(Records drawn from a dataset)
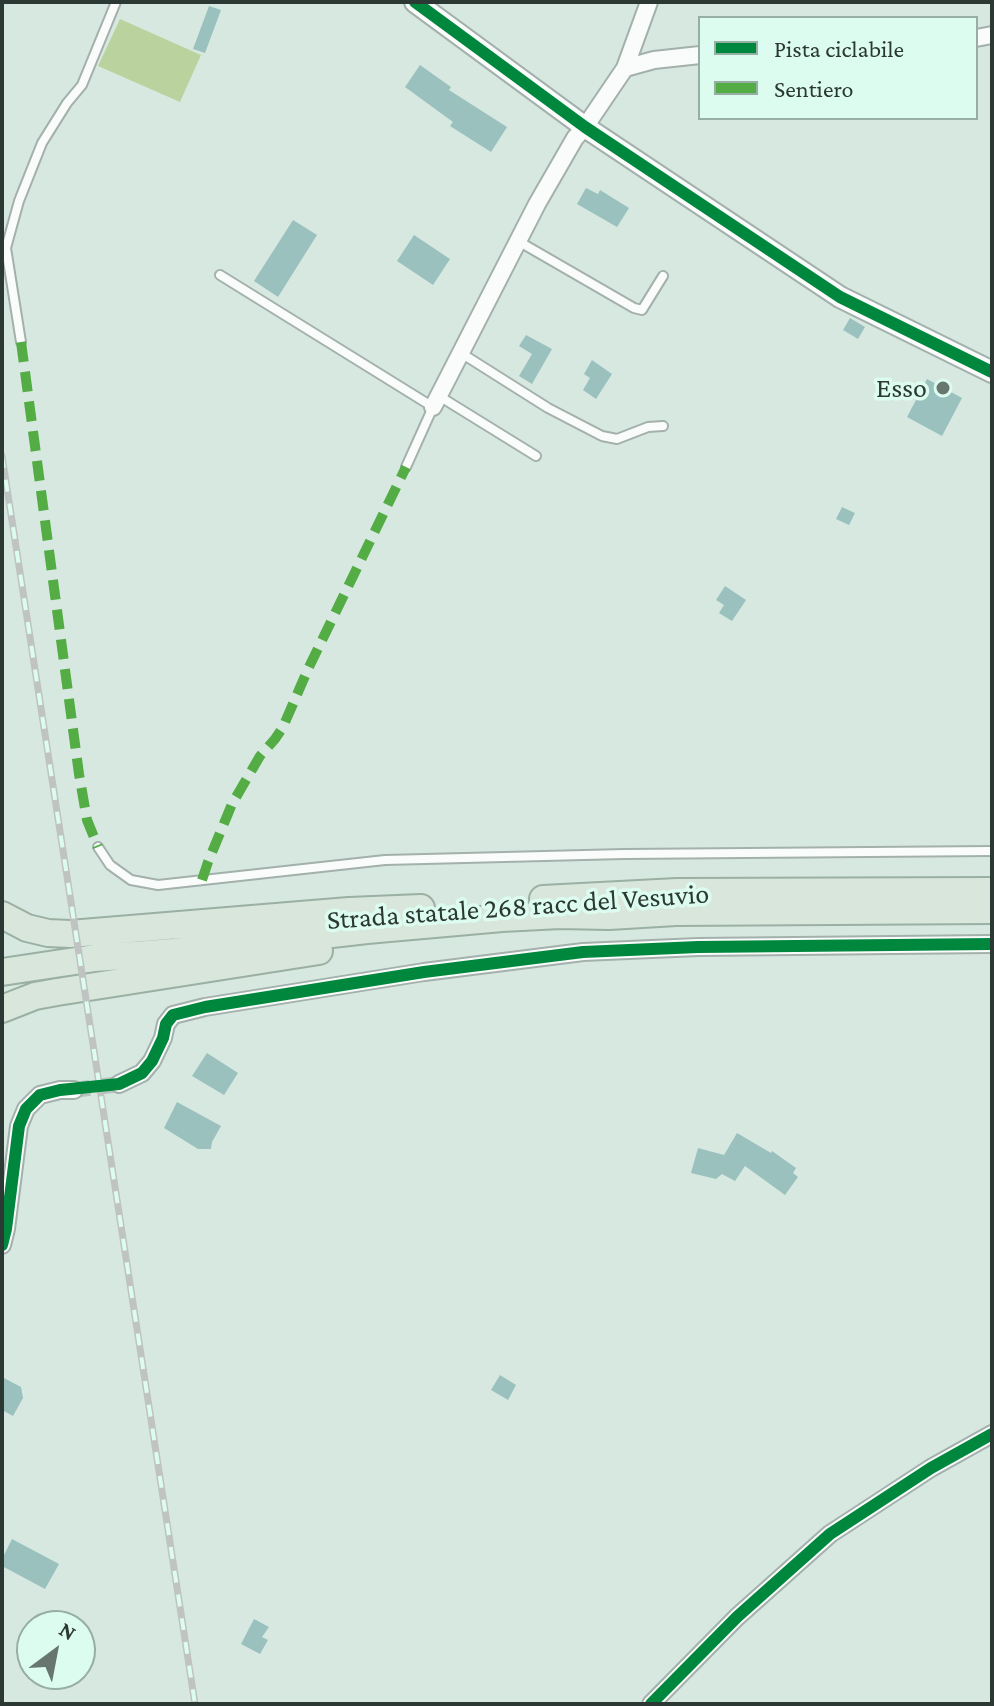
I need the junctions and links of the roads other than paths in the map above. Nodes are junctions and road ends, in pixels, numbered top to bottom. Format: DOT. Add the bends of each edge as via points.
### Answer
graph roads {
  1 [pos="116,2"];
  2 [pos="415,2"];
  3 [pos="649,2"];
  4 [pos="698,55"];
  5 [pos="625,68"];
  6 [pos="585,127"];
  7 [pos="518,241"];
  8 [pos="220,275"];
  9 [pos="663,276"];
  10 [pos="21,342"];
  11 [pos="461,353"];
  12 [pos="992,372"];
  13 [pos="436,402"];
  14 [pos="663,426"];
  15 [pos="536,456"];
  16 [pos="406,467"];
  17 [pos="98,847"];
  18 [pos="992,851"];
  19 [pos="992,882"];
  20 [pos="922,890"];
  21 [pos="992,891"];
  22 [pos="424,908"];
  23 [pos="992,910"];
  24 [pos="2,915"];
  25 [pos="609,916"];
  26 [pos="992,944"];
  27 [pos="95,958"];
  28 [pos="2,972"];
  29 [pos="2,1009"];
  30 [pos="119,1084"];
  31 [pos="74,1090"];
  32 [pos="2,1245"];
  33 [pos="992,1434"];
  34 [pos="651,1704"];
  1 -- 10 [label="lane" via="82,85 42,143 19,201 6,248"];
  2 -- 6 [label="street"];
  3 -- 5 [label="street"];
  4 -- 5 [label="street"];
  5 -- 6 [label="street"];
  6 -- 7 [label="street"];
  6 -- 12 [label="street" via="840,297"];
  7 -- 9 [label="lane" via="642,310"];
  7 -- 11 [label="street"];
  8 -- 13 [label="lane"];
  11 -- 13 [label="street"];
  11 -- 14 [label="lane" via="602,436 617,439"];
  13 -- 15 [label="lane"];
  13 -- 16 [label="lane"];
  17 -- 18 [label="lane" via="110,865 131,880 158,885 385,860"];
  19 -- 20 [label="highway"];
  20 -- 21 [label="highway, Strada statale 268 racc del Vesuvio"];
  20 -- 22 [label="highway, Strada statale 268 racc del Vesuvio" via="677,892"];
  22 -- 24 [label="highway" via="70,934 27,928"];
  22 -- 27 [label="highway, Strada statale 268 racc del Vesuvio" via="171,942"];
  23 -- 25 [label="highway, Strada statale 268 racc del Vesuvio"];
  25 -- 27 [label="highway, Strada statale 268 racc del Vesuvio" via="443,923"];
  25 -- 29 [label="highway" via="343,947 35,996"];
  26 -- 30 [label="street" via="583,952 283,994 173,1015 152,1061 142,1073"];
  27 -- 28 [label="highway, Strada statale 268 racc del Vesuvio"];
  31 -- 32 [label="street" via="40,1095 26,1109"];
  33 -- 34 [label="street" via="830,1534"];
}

▸ TASK
Each line containing the word "racc" needs to be copied from the data above.

▸ EXPECTED ANSWER
  20 -- 21 [label="highway, Strada statale 268 racc del Vesuvio"];
  20 -- 22 [label="highway, Strada statale 268 racc del Vesuvio" via="677,892"];
  22 -- 27 [label="highway, Strada statale 268 racc del Vesuvio" via="171,942"];
  23 -- 25 [label="highway, Strada statale 268 racc del Vesuvio"];
  25 -- 27 [label="highway, Strada statale 268 racc del Vesuvio" via="443,923"];
  27 -- 28 [label="highway, Strada statale 268 racc del Vesuvio"];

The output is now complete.